WHAT YOU SHOULD DO = Return all lines from the listing below that include the word "Locust".

DATA =
>>

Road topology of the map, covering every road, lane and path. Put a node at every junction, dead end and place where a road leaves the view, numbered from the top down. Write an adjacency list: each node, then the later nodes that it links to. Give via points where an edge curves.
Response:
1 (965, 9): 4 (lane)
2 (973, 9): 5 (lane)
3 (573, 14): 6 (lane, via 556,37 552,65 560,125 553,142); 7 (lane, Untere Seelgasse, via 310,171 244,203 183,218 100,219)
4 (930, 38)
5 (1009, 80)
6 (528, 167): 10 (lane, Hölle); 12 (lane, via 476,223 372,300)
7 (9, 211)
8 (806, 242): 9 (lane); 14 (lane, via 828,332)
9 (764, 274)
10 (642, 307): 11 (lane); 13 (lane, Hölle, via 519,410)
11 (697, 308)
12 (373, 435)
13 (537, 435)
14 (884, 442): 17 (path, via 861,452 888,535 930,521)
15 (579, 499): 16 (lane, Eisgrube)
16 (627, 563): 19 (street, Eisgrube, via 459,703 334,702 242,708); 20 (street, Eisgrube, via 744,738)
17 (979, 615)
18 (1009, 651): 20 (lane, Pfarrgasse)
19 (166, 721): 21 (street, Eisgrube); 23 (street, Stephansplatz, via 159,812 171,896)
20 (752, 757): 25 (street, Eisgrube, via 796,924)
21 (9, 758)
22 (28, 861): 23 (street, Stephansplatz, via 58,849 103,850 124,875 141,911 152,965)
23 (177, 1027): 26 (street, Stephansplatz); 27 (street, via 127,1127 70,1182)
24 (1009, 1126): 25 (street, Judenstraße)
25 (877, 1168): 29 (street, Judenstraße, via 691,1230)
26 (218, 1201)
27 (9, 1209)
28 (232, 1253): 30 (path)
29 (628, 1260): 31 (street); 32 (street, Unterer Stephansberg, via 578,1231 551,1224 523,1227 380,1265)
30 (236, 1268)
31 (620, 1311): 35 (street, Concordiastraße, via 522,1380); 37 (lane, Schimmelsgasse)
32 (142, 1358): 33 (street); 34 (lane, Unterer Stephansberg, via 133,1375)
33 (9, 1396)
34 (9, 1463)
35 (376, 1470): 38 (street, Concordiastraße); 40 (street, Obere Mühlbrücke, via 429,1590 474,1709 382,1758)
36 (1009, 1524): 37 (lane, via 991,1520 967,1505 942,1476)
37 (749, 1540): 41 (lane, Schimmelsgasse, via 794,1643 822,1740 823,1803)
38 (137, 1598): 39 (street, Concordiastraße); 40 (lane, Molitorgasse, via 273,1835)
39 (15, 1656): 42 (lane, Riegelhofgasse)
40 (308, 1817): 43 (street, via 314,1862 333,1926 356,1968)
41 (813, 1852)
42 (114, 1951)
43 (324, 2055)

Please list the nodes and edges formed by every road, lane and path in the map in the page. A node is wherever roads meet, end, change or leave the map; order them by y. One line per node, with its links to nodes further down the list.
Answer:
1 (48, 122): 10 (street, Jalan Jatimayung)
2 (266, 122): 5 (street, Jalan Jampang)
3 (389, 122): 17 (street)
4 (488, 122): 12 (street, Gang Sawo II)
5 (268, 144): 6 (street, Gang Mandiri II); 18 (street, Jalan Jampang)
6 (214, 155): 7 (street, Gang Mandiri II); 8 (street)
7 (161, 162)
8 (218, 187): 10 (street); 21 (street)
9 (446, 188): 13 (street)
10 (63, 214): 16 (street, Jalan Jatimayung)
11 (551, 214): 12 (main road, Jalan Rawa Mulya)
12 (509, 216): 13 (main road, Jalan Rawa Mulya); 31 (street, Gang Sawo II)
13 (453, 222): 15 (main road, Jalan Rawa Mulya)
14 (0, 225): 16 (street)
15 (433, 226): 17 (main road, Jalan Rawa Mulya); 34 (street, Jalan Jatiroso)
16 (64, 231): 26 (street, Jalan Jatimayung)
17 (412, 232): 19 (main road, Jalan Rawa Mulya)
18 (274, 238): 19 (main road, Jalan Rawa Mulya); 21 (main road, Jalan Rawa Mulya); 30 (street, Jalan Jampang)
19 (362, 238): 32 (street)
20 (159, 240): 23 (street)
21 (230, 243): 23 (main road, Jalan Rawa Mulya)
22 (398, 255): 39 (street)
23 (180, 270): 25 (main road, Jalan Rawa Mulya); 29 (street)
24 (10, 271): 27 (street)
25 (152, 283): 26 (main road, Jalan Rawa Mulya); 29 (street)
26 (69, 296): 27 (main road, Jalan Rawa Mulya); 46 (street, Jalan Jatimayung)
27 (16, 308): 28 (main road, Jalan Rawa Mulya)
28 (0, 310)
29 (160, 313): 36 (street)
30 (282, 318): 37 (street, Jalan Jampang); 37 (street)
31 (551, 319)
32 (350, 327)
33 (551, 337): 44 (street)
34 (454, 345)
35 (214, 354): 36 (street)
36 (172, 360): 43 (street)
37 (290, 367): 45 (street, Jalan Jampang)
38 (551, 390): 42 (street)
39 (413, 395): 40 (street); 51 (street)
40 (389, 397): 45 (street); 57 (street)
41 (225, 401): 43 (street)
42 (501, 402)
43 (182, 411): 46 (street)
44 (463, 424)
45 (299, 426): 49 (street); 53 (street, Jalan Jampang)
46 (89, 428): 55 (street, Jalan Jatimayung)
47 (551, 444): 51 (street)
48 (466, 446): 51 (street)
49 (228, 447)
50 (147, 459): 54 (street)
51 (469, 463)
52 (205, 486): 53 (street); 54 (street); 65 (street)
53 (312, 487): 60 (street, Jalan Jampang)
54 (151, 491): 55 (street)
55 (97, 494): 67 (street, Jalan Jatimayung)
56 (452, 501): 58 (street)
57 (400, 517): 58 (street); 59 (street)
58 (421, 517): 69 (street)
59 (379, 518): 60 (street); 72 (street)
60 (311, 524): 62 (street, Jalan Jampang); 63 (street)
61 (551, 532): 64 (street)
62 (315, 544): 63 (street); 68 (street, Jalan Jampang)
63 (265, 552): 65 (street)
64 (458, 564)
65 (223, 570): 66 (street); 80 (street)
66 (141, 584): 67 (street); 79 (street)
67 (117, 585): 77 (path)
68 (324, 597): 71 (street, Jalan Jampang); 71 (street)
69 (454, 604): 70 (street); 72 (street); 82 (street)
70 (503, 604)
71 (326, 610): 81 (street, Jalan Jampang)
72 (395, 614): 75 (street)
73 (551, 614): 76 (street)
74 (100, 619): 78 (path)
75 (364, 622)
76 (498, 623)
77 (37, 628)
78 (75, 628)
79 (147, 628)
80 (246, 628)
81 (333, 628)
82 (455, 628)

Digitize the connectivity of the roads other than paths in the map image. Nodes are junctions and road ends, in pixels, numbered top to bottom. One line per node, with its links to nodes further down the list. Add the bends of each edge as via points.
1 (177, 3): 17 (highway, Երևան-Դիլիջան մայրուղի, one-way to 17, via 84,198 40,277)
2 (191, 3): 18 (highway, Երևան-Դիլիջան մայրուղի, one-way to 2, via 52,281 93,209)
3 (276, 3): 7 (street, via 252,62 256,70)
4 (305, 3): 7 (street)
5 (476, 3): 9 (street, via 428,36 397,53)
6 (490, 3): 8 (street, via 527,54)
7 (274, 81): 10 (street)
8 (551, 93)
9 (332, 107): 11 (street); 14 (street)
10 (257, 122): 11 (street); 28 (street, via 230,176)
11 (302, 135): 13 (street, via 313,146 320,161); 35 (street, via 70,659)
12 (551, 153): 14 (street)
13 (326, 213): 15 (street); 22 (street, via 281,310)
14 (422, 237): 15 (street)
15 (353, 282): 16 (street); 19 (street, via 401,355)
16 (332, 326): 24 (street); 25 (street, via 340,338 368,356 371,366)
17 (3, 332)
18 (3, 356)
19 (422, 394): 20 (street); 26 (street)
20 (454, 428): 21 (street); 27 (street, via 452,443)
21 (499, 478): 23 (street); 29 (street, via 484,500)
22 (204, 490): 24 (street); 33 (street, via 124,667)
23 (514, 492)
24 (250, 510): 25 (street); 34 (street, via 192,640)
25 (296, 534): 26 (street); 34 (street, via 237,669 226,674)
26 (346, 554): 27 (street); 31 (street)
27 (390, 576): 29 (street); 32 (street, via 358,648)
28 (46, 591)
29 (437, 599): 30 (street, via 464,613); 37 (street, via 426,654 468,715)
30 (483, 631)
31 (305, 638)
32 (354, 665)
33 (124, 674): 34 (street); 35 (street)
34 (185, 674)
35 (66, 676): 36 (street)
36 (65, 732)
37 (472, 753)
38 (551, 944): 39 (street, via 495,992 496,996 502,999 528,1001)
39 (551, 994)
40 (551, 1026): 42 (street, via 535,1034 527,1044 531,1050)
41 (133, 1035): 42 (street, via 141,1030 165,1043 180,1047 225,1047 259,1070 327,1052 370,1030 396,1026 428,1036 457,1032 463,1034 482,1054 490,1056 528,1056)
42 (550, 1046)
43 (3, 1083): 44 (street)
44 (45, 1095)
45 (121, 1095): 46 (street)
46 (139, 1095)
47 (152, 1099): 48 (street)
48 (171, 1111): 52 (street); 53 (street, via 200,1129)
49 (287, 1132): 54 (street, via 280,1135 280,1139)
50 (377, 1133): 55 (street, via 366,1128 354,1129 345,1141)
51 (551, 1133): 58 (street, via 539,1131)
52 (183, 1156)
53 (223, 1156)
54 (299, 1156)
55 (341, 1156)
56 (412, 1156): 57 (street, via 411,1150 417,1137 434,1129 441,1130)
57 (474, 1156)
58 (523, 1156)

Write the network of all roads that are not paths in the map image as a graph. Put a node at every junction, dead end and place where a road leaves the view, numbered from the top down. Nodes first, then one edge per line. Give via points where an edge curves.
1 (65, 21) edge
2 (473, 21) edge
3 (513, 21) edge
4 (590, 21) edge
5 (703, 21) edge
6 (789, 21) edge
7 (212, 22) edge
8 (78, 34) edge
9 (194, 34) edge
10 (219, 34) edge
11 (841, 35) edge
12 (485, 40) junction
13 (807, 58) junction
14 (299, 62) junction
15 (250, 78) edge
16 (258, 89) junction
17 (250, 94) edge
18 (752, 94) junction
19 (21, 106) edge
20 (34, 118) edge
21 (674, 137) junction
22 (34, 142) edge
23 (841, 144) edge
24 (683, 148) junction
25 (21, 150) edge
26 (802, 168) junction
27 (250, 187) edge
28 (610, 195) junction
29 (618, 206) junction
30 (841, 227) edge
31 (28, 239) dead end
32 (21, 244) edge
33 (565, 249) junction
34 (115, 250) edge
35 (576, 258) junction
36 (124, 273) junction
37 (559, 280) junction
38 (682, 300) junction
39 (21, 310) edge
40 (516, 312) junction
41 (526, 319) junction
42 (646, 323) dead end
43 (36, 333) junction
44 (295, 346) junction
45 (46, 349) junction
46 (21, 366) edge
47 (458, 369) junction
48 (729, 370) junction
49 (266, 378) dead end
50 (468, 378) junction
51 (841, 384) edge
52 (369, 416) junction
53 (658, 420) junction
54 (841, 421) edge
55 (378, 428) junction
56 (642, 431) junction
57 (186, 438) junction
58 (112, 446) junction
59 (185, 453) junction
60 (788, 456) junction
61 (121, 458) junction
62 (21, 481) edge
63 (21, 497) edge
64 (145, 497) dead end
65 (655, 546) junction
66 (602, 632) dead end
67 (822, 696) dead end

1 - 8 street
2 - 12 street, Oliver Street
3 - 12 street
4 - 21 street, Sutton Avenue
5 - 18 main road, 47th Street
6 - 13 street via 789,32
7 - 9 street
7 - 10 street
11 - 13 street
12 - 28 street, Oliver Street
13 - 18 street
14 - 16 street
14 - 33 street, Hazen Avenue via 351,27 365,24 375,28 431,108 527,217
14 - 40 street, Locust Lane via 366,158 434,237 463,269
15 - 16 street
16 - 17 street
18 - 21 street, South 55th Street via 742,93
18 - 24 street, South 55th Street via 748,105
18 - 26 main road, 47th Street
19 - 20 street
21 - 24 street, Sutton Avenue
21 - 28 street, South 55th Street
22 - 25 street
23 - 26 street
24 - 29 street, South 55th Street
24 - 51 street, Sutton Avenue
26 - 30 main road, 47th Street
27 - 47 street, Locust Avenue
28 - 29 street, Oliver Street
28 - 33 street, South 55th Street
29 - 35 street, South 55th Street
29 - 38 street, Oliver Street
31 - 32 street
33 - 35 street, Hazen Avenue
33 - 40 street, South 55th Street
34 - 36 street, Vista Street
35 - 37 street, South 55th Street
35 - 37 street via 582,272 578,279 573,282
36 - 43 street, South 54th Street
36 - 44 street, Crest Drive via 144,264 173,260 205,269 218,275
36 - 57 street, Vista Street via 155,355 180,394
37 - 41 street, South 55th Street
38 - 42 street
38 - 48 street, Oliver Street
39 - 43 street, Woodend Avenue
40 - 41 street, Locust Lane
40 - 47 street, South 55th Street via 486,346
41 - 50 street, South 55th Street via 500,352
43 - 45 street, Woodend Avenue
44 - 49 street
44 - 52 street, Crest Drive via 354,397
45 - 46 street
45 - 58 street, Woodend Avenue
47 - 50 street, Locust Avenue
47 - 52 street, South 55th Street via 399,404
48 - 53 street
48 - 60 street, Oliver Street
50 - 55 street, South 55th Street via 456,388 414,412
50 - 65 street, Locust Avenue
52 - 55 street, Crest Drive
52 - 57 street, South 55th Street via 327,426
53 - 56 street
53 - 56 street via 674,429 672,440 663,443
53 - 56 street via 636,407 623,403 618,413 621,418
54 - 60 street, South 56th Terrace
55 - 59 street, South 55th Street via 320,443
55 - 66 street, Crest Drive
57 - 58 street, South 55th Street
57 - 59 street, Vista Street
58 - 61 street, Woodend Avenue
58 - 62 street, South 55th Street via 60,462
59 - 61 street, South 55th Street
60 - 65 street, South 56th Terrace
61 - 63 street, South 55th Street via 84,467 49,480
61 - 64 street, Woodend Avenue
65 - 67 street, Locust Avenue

<<

WRITTEN ANSWER =
14 - 40 street, Locust Lane via 366,158 434,237 463,269
27 - 47 street, Locust Avenue
40 - 41 street, Locust Lane
47 - 50 street, Locust Avenue
50 - 65 street, Locust Avenue
65 - 67 street, Locust Avenue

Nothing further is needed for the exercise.